Rachida Dati séduite et abandonnée

Publié le par Achille

Pas un mot. Sarko a superbement ignoré sa garde des Sceaux et ses déboires lors du conseil des ministres. Telle la Montespan, Rachida Dati compte les jours qui lui restent. Moins nombreux que les 543 signatures de la motion des magistrats en colère après l’affaire de Metz. Elle ne devrait pas survivre politiquement à son congé de maternité.

 Pourtant, l’élégante et intraitable ministre de la Justice est loin d’être la seule en cause dans la déconfiture de son administration. Elle a été nommée sur l’autel du marketing politique sarkozyen. Le petit Nicolas voyait en l’installation de Rachida Dati place Vendôme l’occasion d’une esbroufe aux multiples visages.

Dans sa stratégie papelarde de discrimination positive à l’américaine, Sarko pensait jouer, et gagner, sur tous les tableaux. Poussée par Cécilia, sa compagne de courses,  Rachida portait haut la pancarte de premier ministre issue de la « diversité ». C’était une femme. Belle. Jeune. Trop sans doute.

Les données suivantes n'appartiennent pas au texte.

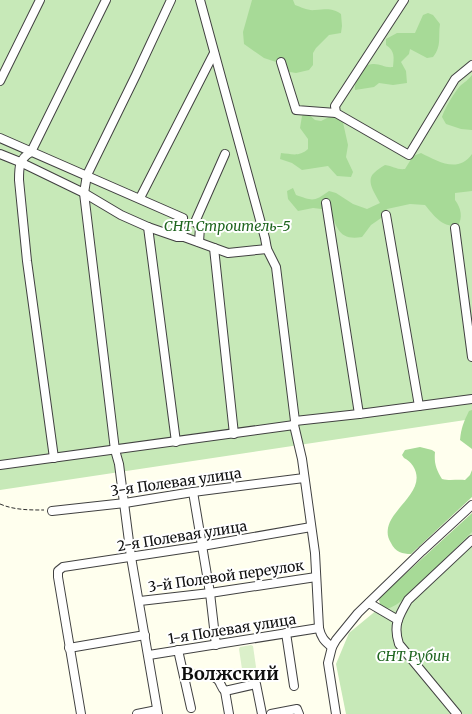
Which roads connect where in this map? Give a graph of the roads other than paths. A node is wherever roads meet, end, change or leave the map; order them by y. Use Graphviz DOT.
graph roads {
  1 [pos="40,0"];
  2 [pos="106,0"];
  3 [pos="171,0"];
  4 [pos="200,0"];
  5 [pos="404,0"];
  6 [pos="214,53"];
  7 [pos="281,62"];
  8 [pos="472,65"];
  9 [pos="0,81"];
  10 [pos="336,113"];
  11 [pos="0,138"];
  12 [pos="31,152"];
  13 [pos="0,154"];
  14 [pos="225,154"];
  15 [pos="20,162"];
  16 [pos="87,175"];
  17 [pos="84,193"];
  18 [pos="140,198"];
  19 [pos="326,203"];
  20 [pos="386,215"];
  21 [pos="148,227"];
  22 [pos="456,228"];
  23 [pos="184,237"];
  24 [pos="199,242"];
  25 [pos="214,248"];
  26 [pos="267,249"];
  27 [pos="472,357"];
  28 [pos="472,399"];
  29 [pos="419,406"];
  30 [pos="359,414"];
  31 [pos="295,423"];
  32 [pos="234,434"];
  33 [pos="176,442"];
  34 [pos="115,450"];
  35 [pos="54,458"];
  36 [pos="0,465"];
  37 [pos="304,478"];
  38 [pos="193,492"];
  39 [pos="124,502"];
  40 [pos="472,506"];
  41 [pos="52,511"];
  42 [pos="311,527"];
  43 [pos="472,540"];
  44 [pos="202,546"];
  45 [pos="131,557"];
  46 [pos="316,577"];
  47 [pos="210,593"];
  48 [pos="140,601"];
  49 [pos="369,603"];
  50 [pos="398,620"];
  51 [pos="319,628"];
  52 [pos="286,633"];
  53 [pos="145,635"];
  54 [pos="216,645"];
  55 [pos="332,647"];
  56 [pos="69,648"];
  57 [pos="178,650"];
  58 [pos="149,655"];
  59 [pos="184,675"];
  60 [pos="294,686"];
  61 [pos="225,691"];
  62 [pos="191,708"];
  63 [pos="300,710"];
  64 [pos="158,712"];
  65 [pos="81,714"];
  66 [pos="137,714"];
  67 [pos="229,714"];
  68 [pos="262,714"];
  69 [pos="271,714"];
  70 [pos="336,714"];
  71 [pos="458,714"];
  1 -- 9 [label="street"];
  2 -- 12 [label="street"];
  3 -- 16 [label="street"];
  4 -- 6 [label="street"];
  5 -- 10 [label="street"];
  6 -- 18 [label="street"];
  6 -- 26 [label="street"];
  7 -- 10 [label="street"];
  8 -- 10 [label="street"];
  11 -- 12 [label="street"];
  12 -- 15 [label="street"];
  12 -- 16 [label="street"];
  13 -- 15 [label="street"];
  14 -- 24 [label="street"];
  15 -- 17 [label="street"];
  15 -- 35 [label="street"];
  16 -- 17 [label="street"];
  16 -- 18 [label="street"];
  17 -- 21 [label="street"];
  17 -- 34 [label="street"];
  18 -- 23 [label="street"];
  19 -- 30 [label="street"];
  20 -- 29 [label="street"];
  21 -- 23 [label="street"];
  21 -- 33 [label="street"];
  22 -- 27 [label="street"];
  23 -- 24 [label="street"];
  24 -- 25 [label="street"];
  25 -- 26 [label="street"];
  25 -- 32 [label="street"];
  26 -- 31 [label="street"];
  28 -- 29 [label="street"];
  29 -- 30 [label="street"];
  30 -- 31 [label="street"];
  31 -- 32 [label="street"];
  31 -- 37 [label="street"];
  32 -- 33 [label="street"];
  33 -- 34 [label="street"];
  34 -- 35 [label="street"];
  34 -- 39 [label="street"];
  35 -- 36 [label="street"];
  37 -- 38 [label="street, 3-я Полевая улица"];
  37 -- 42 [label="street"];
  38 -- 39 [label="street, 3-я Полевая улица"];
  38 -- 44 [label="street"];
  39 -- 41 [label="street, 3-я Полевая улица"];
  39 -- 45 [label="street"];
  40 -- 49 [label="street"];
  42 -- 44 [label="street, 2-я Полевая улица"];
  42 -- 46 [label="street"];
  43 -- 50 [label="street"];
  44 -- 45 [label="street, 2-я Полевая улица"];
  44 -- 47 [label="street"];
  45 -- 48 [label="street"];
  45 -- 56 [label="street, 2-я Полевая улица"];
  46 -- 47 [label="street, 3-й Полевой переулок"];
  46 -- 51 [label="street"];
  47 -- 48 [label="street, 3-й Полевой переулок"];
  47 -- 54 [label="street"];
  48 -- 53 [label="street"];
  49 -- 50 [label="street"];
  49 -- 55 [label="street"];
  50 -- 71 [label="street"];
  51 -- 52 [label="street, 1-я Полевая улица"];
  51 -- 55 [label="street"];
  52 -- 54 [label="street, 1-я Полевая улица"];
  52 -- 60 [label="street"];
  53 -- 56 [label="street"];
  53 -- 58 [label="street"];
  54 -- 57 [label="street, 1-я Полевая улица"];
  55 -- 70 [label="street"];
  56 -- 65 [label="street"];
  57 -- 58 [label="street, 1-я Полевая улица"];
  57 -- 59 [label="street"];
  58 -- 64 [label="street"];
  59 -- 61 [label="street"];
  59 -- 62 [label="street"];
  61 -- 67 [label="street"];
  61 -- 68 [label="street"];
  63 -- 69 [label="street"];
  64 -- 66 [label="street"];
}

Pour satisfaire aux exigences d’un maroquin (sans mauvais jeu de mot) régalien comme la Justice, il faut plus que des dents qui rayent le parquet. Il faut du doigté et de l’expérience. L’un et l’autre font cruellement défaut à la Garde des Sceaux de champagne.

Ce que ne pouvait ignorer l’omniprésident. A qui en incombe l’entière faute. Il est bien inélégant et indigne de sa part de ne pas la soutenir dans le malheur. Mais la loi des sondages règne en maîtresse absolue et Sarko ne veut à aucun prix réduire sa reprise de souffle, si modeste soit-elle.

 Aujourd’hui les masques (de beauté) tombent à la Justice. Mais le masque de fer était là aux origines. Trois directeurs de cabinet morts au champ d’horreur en dix-huit mois. Pourtant, le dernier a avoir opté pour l’arrêt maladie, François Seners, était promis à un avenir dense puisqu’il devait assurer l’intérim de Rachida pendant son congé de maternité.

Mais devant l’ampleur du chantier laissé par la ministre face aux magistrats et après une réforme de la justice conduite dans la plus totale incohérence, Seners a préféré rejoindre l’éducation nationale. C’est tout dire.

 Aujourd’hui, avec aisance, chacun y va de son pronostic sur l’avenir de Rachida. D’aucun la voit à Bruxelles, en député européenne. Pas si facile. Ou reléguée à un sous- ministère. Encore moins évident.

Reste que la Halde (Haute autorité de lutte contre la discrimination) vient de mettre l’accent sur les futures mamans licenciées abusivement. Peut-être une piste à suivre pour la « patronne des procureurs ».